Basil Assessment (memory/basil_assessment.json)

{
  "age_band": 2,
  "capabilities": ["Occasionally produces target words...", "..."],
  "preferred_task_categories": ["control", "vocab"],
  "output_caps": {"basil_max_tokens": 10, "...": "..."},
  "progress_signal": false,
  "compliance_rate": 0.0,
  "score_history": [{"session_avg": 2.5, "compliance_rate": 0.4, "...": "..."}],
  "recent_session_metrics": {
    "avg_score_window": 2.5,
    "compliance_rate_window": 0.4,
    "progress_signal_window": false,
    "window_sessions": 3
  },
  "last_updated": "2026-02-05T..."
}

Session Metrics (memory/session_metrics/session_*.json)

{
  "session_id": "20260205_143022",
  "timestamp": "2026-02-05T14:30:22.123456",
  "subject_of_the_day": "Mathematics",
  "lesson_of_the_day": "Counting to 10",
  "age_band_start": 0,
  "age_band_end": 0,
  "graded_turns_count": 15,
  "avg_score_session": 2.3,
  "compliance_rate_session": 0.53,
  "progress_signal_session": false,
  "task_category_counts": {"control": 5, "vocab": 8, "relevance": 2},
  "avg_basil_tokens": 12.4,
  "early_stopped": false,
  "stop_reason": "completed",
  "training_phase": "normal"
}

Rolling Metrics (memory/metrics.json)

{
  "total_sessions": 42,
  "total_graded_turns": 630,
  "graded_turns_since_last_train": 230,
  "last_train_timestamp": "2026-02-05T12:00:00",
  "last_train_result": "kept",
  "ewma_score": 2.5,
  "ewma_compliance": 0.55,
  "last_n_session_ids": ["...", "..."],
  "recent_summary": {
    "avg_score": 2.4,
    "avg_compliance": 0.52,
    "progress_signal_rate": 0.4,
    "sessions_count": 10
  },
  "total_training_runs": 1,
  "total_rollbacks": 0
}

Recent Changes

Phase 10: Per-Phase Early Stopping, Training Stability (2026-02-22)
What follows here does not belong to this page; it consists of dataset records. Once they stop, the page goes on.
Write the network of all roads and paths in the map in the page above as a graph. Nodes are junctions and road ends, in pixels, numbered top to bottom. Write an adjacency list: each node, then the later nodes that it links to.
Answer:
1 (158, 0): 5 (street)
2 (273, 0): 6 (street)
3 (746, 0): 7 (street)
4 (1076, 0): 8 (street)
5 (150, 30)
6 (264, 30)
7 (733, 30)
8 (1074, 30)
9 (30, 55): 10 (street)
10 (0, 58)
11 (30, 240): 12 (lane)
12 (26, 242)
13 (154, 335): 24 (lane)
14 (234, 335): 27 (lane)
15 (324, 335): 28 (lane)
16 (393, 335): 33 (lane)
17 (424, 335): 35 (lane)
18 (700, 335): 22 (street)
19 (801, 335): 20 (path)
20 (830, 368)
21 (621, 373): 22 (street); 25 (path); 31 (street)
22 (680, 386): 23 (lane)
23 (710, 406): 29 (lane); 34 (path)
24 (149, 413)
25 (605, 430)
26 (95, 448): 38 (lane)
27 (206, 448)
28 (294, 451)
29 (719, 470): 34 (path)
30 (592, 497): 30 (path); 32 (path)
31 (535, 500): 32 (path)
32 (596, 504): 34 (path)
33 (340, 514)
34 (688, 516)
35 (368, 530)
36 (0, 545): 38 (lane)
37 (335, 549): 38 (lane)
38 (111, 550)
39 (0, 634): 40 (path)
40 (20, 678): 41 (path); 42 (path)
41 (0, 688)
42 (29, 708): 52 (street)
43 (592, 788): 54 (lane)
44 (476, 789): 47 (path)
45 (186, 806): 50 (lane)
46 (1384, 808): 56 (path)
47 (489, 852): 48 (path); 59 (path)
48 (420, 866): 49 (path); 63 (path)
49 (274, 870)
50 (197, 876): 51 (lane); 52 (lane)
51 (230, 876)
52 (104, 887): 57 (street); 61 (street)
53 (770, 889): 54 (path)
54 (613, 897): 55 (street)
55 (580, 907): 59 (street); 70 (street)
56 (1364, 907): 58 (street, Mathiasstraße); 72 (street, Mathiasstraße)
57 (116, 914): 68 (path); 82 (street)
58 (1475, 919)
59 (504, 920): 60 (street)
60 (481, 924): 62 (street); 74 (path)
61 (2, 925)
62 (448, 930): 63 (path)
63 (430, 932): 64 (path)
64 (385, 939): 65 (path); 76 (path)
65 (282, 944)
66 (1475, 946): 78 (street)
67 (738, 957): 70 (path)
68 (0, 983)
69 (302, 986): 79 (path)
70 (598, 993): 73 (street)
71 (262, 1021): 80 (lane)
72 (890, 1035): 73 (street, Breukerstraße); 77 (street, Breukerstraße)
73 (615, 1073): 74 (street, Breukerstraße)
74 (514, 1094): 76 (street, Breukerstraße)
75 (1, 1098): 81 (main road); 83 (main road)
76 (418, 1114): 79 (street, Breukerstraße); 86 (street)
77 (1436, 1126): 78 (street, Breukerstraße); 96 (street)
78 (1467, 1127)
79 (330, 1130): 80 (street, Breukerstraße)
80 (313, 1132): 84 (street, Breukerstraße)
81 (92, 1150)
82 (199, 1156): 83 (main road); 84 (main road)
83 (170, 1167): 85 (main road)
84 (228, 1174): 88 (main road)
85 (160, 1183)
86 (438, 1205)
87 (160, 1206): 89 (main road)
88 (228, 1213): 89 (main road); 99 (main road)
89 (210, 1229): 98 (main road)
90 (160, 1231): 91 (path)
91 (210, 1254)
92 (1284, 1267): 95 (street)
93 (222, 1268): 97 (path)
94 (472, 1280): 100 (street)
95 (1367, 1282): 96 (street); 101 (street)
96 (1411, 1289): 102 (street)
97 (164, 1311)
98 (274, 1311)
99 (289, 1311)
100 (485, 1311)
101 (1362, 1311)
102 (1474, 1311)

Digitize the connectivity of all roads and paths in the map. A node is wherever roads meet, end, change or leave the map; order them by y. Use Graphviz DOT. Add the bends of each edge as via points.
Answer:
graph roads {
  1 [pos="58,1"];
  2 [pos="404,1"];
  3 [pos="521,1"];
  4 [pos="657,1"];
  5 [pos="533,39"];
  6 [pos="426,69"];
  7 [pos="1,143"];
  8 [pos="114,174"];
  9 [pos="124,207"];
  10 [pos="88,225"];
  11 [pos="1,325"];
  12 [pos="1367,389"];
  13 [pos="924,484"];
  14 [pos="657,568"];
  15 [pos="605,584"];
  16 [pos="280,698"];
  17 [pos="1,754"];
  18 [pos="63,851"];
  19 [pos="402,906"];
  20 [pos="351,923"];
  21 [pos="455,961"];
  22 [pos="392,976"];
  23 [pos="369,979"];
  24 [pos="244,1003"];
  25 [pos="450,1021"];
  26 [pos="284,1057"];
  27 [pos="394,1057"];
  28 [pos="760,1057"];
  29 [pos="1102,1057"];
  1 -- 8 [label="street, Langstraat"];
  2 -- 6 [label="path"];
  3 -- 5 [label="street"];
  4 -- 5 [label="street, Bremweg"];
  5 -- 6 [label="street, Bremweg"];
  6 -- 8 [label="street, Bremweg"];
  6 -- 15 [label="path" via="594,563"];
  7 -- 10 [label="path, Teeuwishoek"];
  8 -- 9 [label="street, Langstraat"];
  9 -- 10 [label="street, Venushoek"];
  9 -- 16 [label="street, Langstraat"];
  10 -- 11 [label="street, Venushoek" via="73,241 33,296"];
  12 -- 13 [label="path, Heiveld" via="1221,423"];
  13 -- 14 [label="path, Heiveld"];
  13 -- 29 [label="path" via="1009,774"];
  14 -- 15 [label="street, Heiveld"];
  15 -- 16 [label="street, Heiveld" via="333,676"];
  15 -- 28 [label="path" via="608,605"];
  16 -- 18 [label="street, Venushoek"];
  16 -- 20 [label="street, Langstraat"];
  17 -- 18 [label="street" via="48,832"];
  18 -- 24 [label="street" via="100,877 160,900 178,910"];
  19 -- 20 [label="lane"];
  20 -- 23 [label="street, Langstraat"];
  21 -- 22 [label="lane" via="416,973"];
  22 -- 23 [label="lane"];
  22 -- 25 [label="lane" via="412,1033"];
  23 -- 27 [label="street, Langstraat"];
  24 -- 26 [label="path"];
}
Training architecture and stability improvements based on observing Basil's bootstrapping through age_band 2:

  • Per-phase early stopping: In mixed mode, WORLD and BASIL phases now have independent patience counters, best_val_loss tracking, and validation loaders. Previously, a single shared patience counter caused BASIL training to be killed prematurely — BASIL epochs naturally raise the WORLD val loss (because LoRA specialization hurts generalization), burning shared patience ticks. With per-phase tracking, BASIL got 9 epochs instead of 1 in the first test, and subsequent runs have reached 6+ BASIL epochs with WORLD running to convergence. Cross-validation metrics (basil_val during WORLD, world_val during BASIL) are logged for monitoring.
  • MAX_TRAIN_TIME increased to 12 hours: Training was hitting the 8-hour time limit before convergence (WORLD still finding new val loss improvements at step 14,500 of 15,500). Increased to 12 hours to allow natural convergence.
  • Training trigger threshold doubled: get_train_every_usable_turns formula changed from 512 * (1 + age_band) to 1024 * (1 + age_band). This gives more time for assessment to stabilize between training runs and ensures a larger, more diverse dataset for each training cycle.
  • Assessment window widened: ASSESSMENT_WINDOW_SESSIONS increased from 3 to 10. The narrow window caused noisy age_band oscillation during parallel generation (3 bad sessions could trigger a demotion that was reversed 3 sessions later).
  • Metric consistency fix: Promotion-blocking logic in memory_manager.py now uses usable_turns_since_last_train and get_train_every_usable_turns (matching the actual training trigger), instead of the deprecated graded_turns_since_last_train / get_train_every_graded_turns. The mismatch previously caused Basil to get stuck — promotion blocked (graded threshold met) but training never triggered (usable threshold not met).
  • Dynamic target turns: parallel_generate.py now uses a shared mp.Value for target_turns that the monitor loop refreshes every ~30 seconds from the current age_band assessment. Previously, target was frozen at startup, causing mismatches when age_band changed mid-run.
  • Grading context for all session types: howitworks_session.py and storytime_session.py now pass subject and lesson to grade_response(), giving the English Grader domain context it was missing (e.g., "warm bath" is domain-relevant when the topic is "How does a hot water heater work?").
  • Orchestrator direct-training path: When usable_turns_since_last_train already exceeds the training threshold (e.g., after an aborted training run), the orchestrator now directly triggers training instead of launching generation with a target of 0.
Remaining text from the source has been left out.